(Collected data)
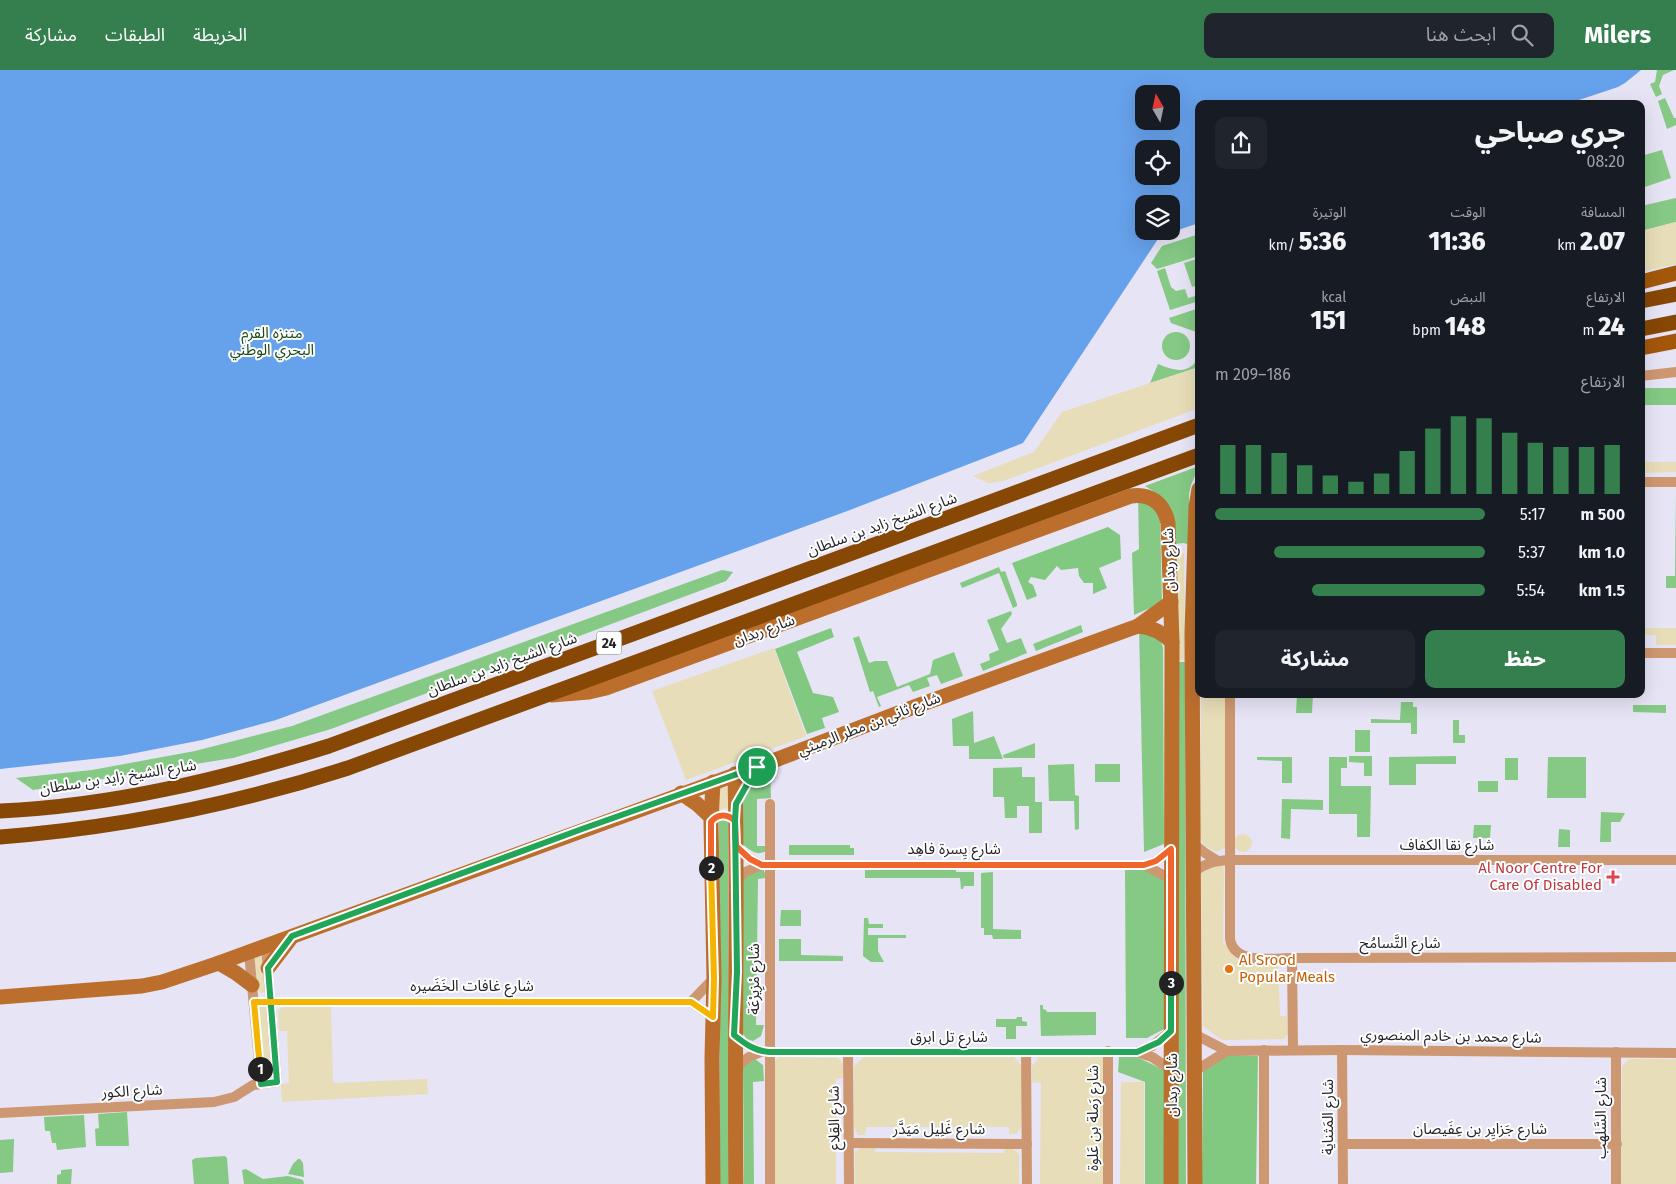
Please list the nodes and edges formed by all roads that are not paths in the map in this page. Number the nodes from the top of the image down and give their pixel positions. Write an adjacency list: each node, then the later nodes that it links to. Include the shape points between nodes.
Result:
1 (1676, 273): 2 (main road)
2 (1645, 281)
3 (1676, 294): 4 (highway)
4 (1645, 300)
5 (1676, 322): 6 (highway)
6 (1645, 328)
7 (1676, 341): 8 (main road)
8 (1645, 347)
9 (1676, 372): 10 (street)
10 (1645, 376)
11 (1195, 426): 33 (highway, شارع الشيخ زايد بن سلطان / 24, via 329,746 169,788 115,798)
12 (1195, 456): 24 (highway, 24)
13 (1645, 482): 14 (street)
14 (1676, 482)
15 (1195, 526): 16 (street, شارع ربدان)
16 (1194, 556): 17 (street, via 1183,550 1176,551); 20 (street, شارع ربدان)
17 (1169, 558): 18 (street, شارع ربدان); 24 (street, شارع ربدان, via 1168,523 1164,510 1150,497 1130,496 606,688)
18 (1171, 602): 19 (street, شارع ثاني بن مطر الرميثي); 21 (street, شارع ربدان)
19 (1138, 626): 21 (street, via 1160,632); 27 (street, شارع ثاني بن مطر الرميثي)
20 (1195, 636)
21 (1172, 642): 39 (street, شارع ربدان)
22 (1645, 653): 23 (street)
23 (1676, 653)
24 (541, 696): 36 (highway, 24, via 348,768 255,796 110,826)
25 (1196, 698): 37 (street, شارع ربدان)
26 (1230, 698): 40 (street, شارع التَّسامُح)
27 (757, 767): 28 (street, شارع ثاني بن مطر الرميثي); 31 (street)
28 (735, 774): 29 (street, شارع ثاني بن مطر الرميثي); 31 (street)
29 (713, 782): 30 (street, شارع ثاني بن مطر الرميثي); 34 (street)
30 (681, 793): 34 (street, via 697,804); 47 (street, شارع ثاني بن مطر الرميثي)
31 (736, 804): 35 (street)
32 (770, 804): 42 (street, شارع مْزِيرْعَة)
33 (0, 811)
34 (711, 820): 35 (street, via 720,815); 54 (street)
35 (735, 821): 38 (street)
36 (0, 837)
37 (1194, 844): 40 (street, via 1205,853); 44 (street, شارع ربدان)
38 (736, 846): 42 (street, via 750,859); 46 (street)
39 (1171, 849): 43 (street, شارع يِسرة فاهِد, via 1156,861); 45 (street, شارع ربدان)
40 (1224, 860): 41 (street, شارع نقا الكفاف); 44 (street, شارع نقا الكفاف, via 1208,863); 51 (street, شارع التَّسامُح, via 1233,949 1245,957)
41 (1676, 860)
42 (766, 865): 43 (street, شارع يِسرة فاهِد); 46 (street, شارع يِسرة فاهِد, via 745,872); 68 (street, شارع مْزِيرْعَة)
43 (1144, 865): 45 (street, شارع يِسرة فاهِد)
44 (1194, 872): 62 (street, شارع ربدان)
45 (1172, 880): 61 (street, شارع ربدان)
46 (736, 881): 63 (street)
47 (292, 936): 48 (street, شارع ثاني بن مطر الرميثي); 53 (street)
48 (266, 946): 49 (street, شارع ثاني بن مطر الرميثي); 53 (street, شارع الكور)
49 (249, 952): 52 (street, شارع ثاني بن مطر الرميثي); 55 (street)
50 (1676, 957): 51 (street, شارع التَّسامُح)
51 (1292, 958): 65 (street)
52 (219, 963): 55 (street); 56 (street, شارع ثاني بن مطر الرميثي, via 152,985)
53 (268, 968): 57 (street, شارع الكور)
54 (714, 978): 59 (street); 60 (street)
55 (252, 985): 58 (street)
56 (0, 997)
57 (270, 1001): 58 (street, شارع غافات الخَضَيره); 59 (street, شارع غافات الخَضَيره); 78 (street, شارع الكور, via 277,1082)
58 (254, 1002): 78 (street)
59 (691, 1002): 60 (street)
60 (713, 1017): 84 (street)
61 (1171, 1031): 72 (street, شارع تل ابرق, via 1159,1042); 77 (street, شارع ربدان)
62 (1194, 1034): 67 (street, شارع محمد بن خادم المنصوري); 76 (street, شارع ربدان)
63 (734, 1035): 68 (street); 75 (street)
64 (1264, 1050): 65 (street, شارع محمد بن خادم المنصوري); 67 (street, شارع محمد بن خادم المنصوري); 92 (street)
65 (1293, 1050): 66 (street, شارع محمد بن خادم المنصوري)
66 (1342, 1050): 73 (street, شارع محمد بن خادم المنصوري); 82 (street, شارع المَثناية)
67 (1227, 1051): 76 (street, شارع محمد بن خادم المنصوري)
68 (765, 1052): 69 (street, شارع تل ابرق); 75 (street); 86 (street, شارع مْزِيرْعَة)
69 (848, 1052): 70 (street, شارع تل ابرق); 80 (street, شارع القِلاع)
70 (1026, 1052): 71 (street, شارع تل ابرق); 81 (street)
71 (1108, 1052): 72 (street, شارع تل ابرق); 89 (street, شارع رَملة بن عَلوة)
72 (1137, 1052): 77 (street, شارع تل ابرق, via 1152,1057)
73 (1616, 1052): 74 (street, شارع محمد بن خادم المنصوري); 83 (street, شارع السَّلهب)
74 (1676, 1052)
75 (734, 1069): 85 (street)
76 (1195, 1070): 91 (street, شارع ربدان)
77 (1172, 1071): 90 (street, شارع ربدان)
78 (261, 1084): 79 (street, شارع الكور, via 250,1086 228,1100 214,1102)
79 (0, 1113)
80 (850, 1143): 81 (street, شارع غَلِيل مَيَدَّر); 87 (street, شارع القِلاع)
81 (1027, 1144): 88 (street)
82 (1343, 1144): 83 (street, شارع جَزايِر بن عِفَيصان); 93 (street, شارع المَثناية)
83 (1617, 1144): 94 (street, شارع السَّلهب)
84 (713, 1184)
85 (736, 1184)
86 (770, 1184)
87 (849, 1184)
88 (1027, 1184)
89 (1108, 1184)
90 (1171, 1184)
91 (1195, 1184)
92 (1264, 1184)
93 (1343, 1184)
94 (1616, 1184)

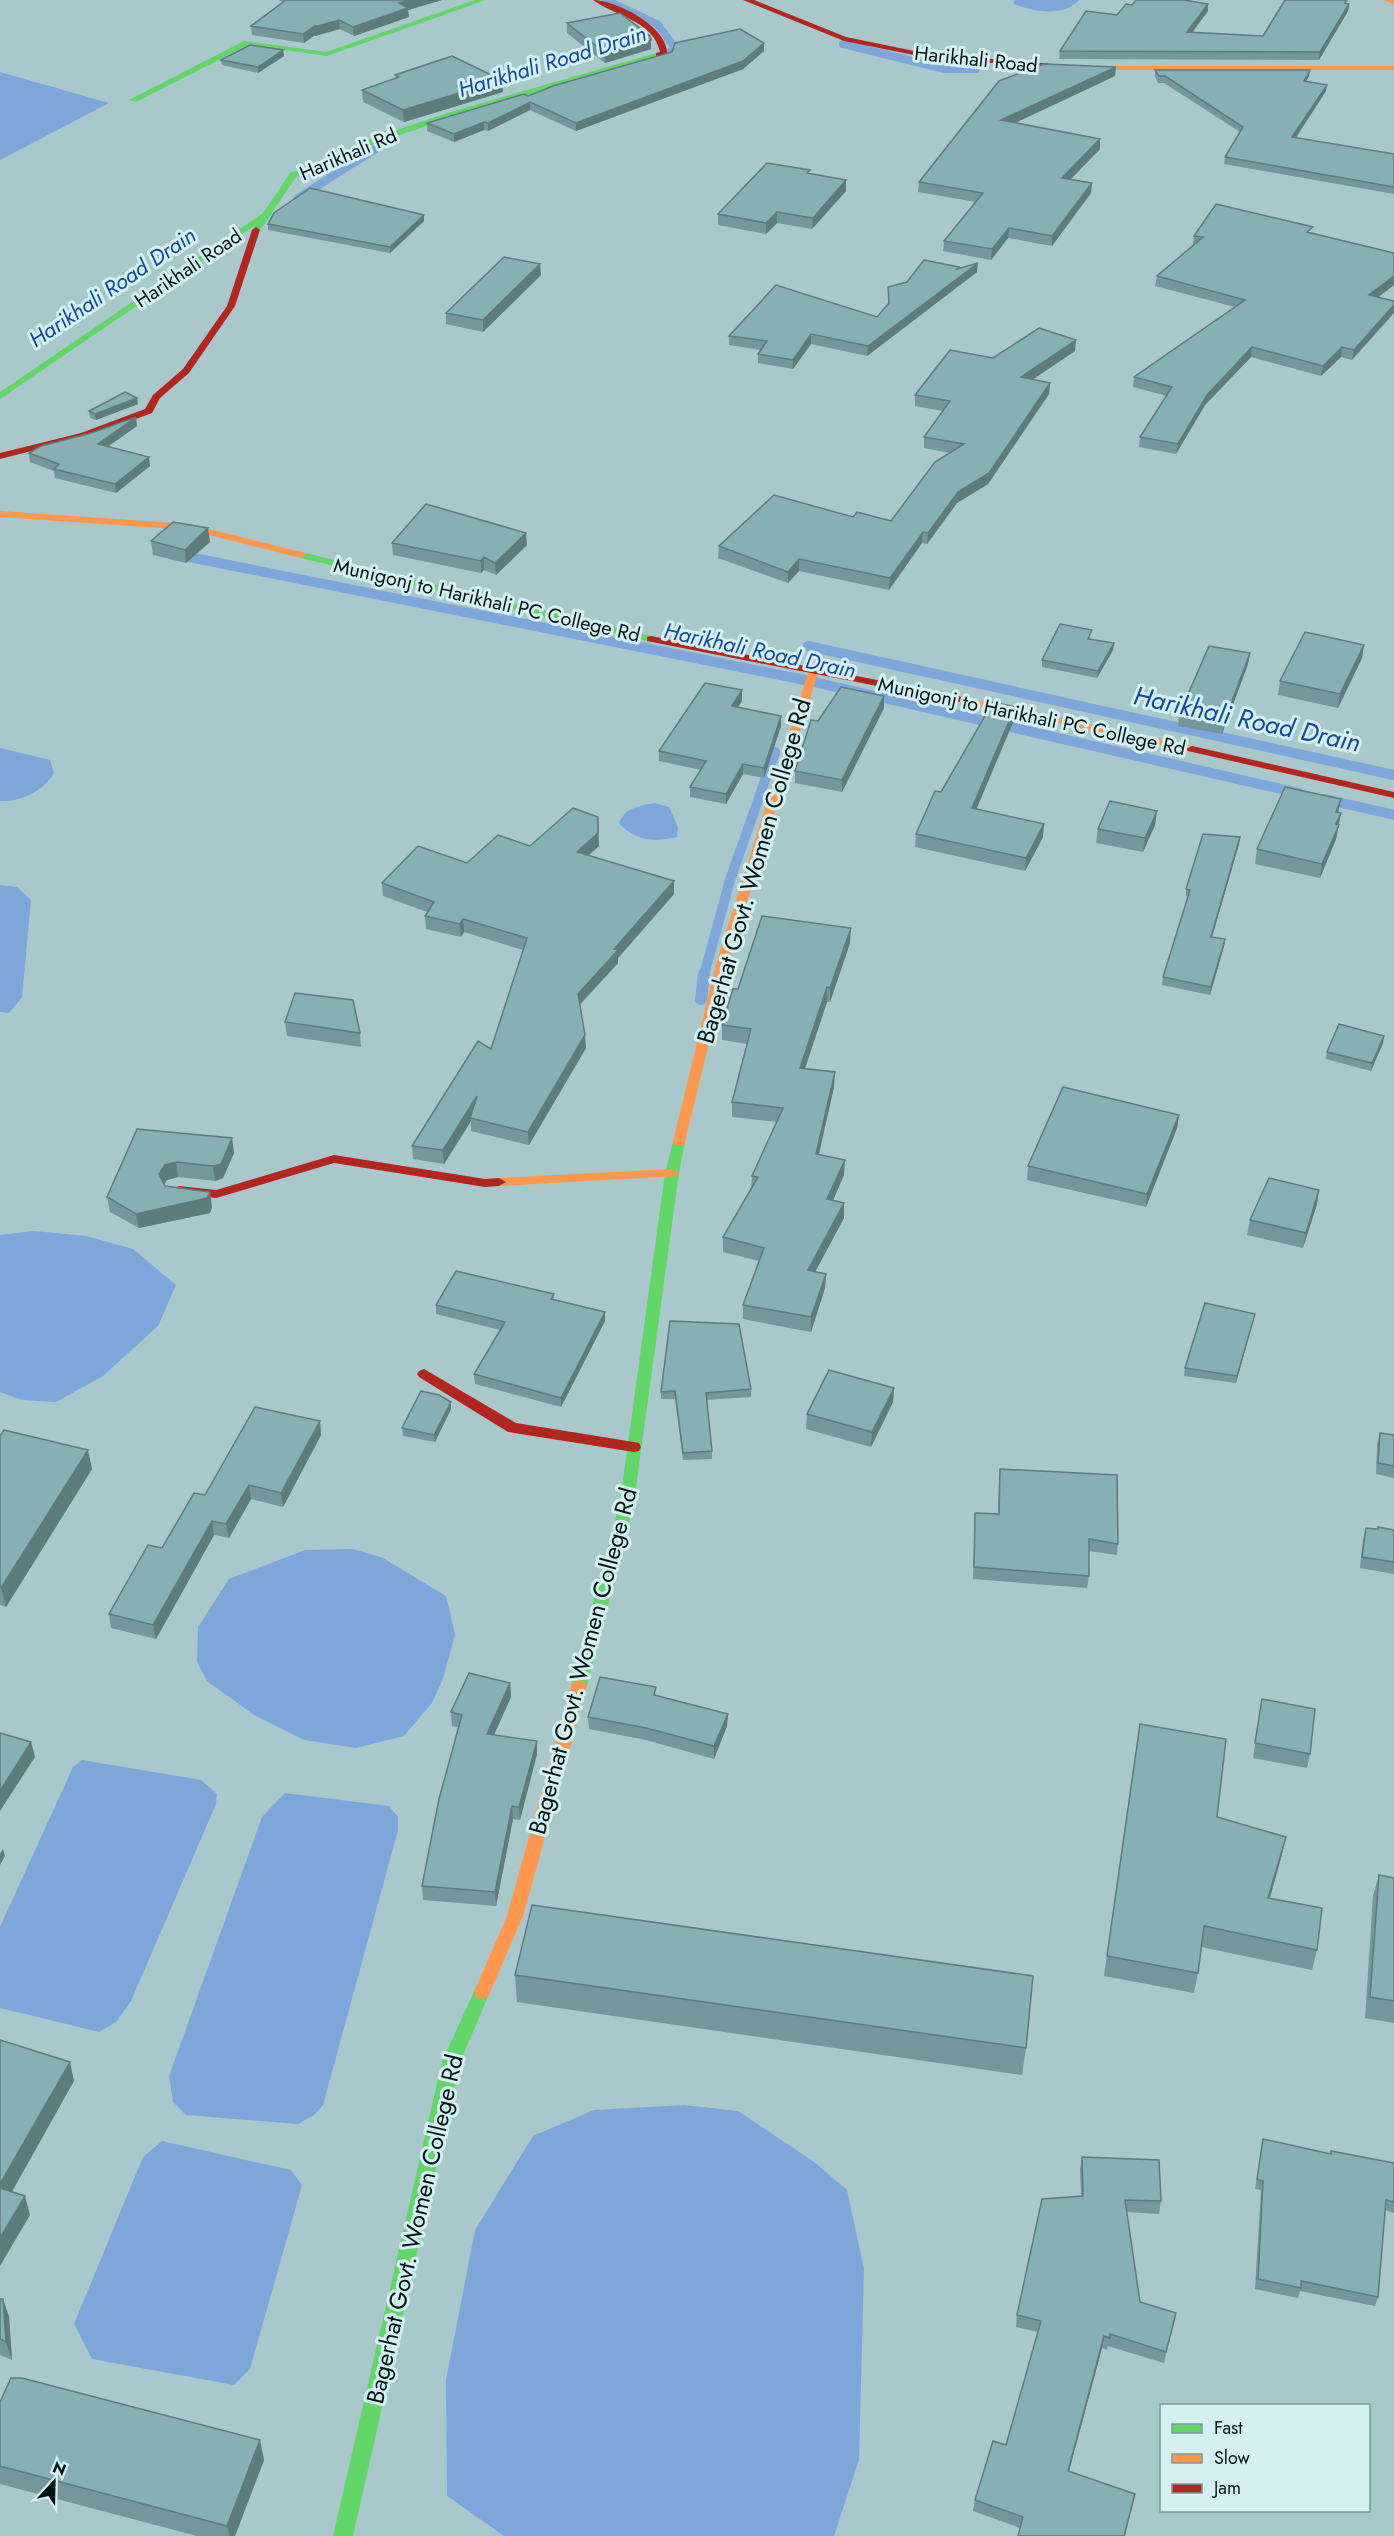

• _The problem_
Read through the entries above and copy each line that has the string "ثاني" in it.

• _Output for this task_
18 (1171, 602): 19 (street, شارع ثاني بن مطر الرميثي); 21 (street, شارع ربدان)
19 (1138, 626): 21 (street, via 1160,632); 27 (street, شارع ثاني بن مطر الرميثي)
27 (757, 767): 28 (street, شارع ثاني بن مطر الرميثي); 31 (street)
28 (735, 774): 29 (street, شارع ثاني بن مطر الرميثي); 31 (street)
29 (713, 782): 30 (street, شارع ثاني بن مطر الرميثي); 34 (street)
30 (681, 793): 34 (street, via 697,804); 47 (street, شارع ثاني بن مطر الرميثي)
47 (292, 936): 48 (street, شارع ثاني بن مطر الرميثي); 53 (street)
48 (266, 946): 49 (street, شارع ثاني بن مطر الرميثي); 53 (street, شارع الكور)
49 (249, 952): 52 (street, شارع ثاني بن مطر الرميثي); 55 (street)
52 (219, 963): 55 (street); 56 (street, شارع ثاني بن مطر الرميثي, via 152,985)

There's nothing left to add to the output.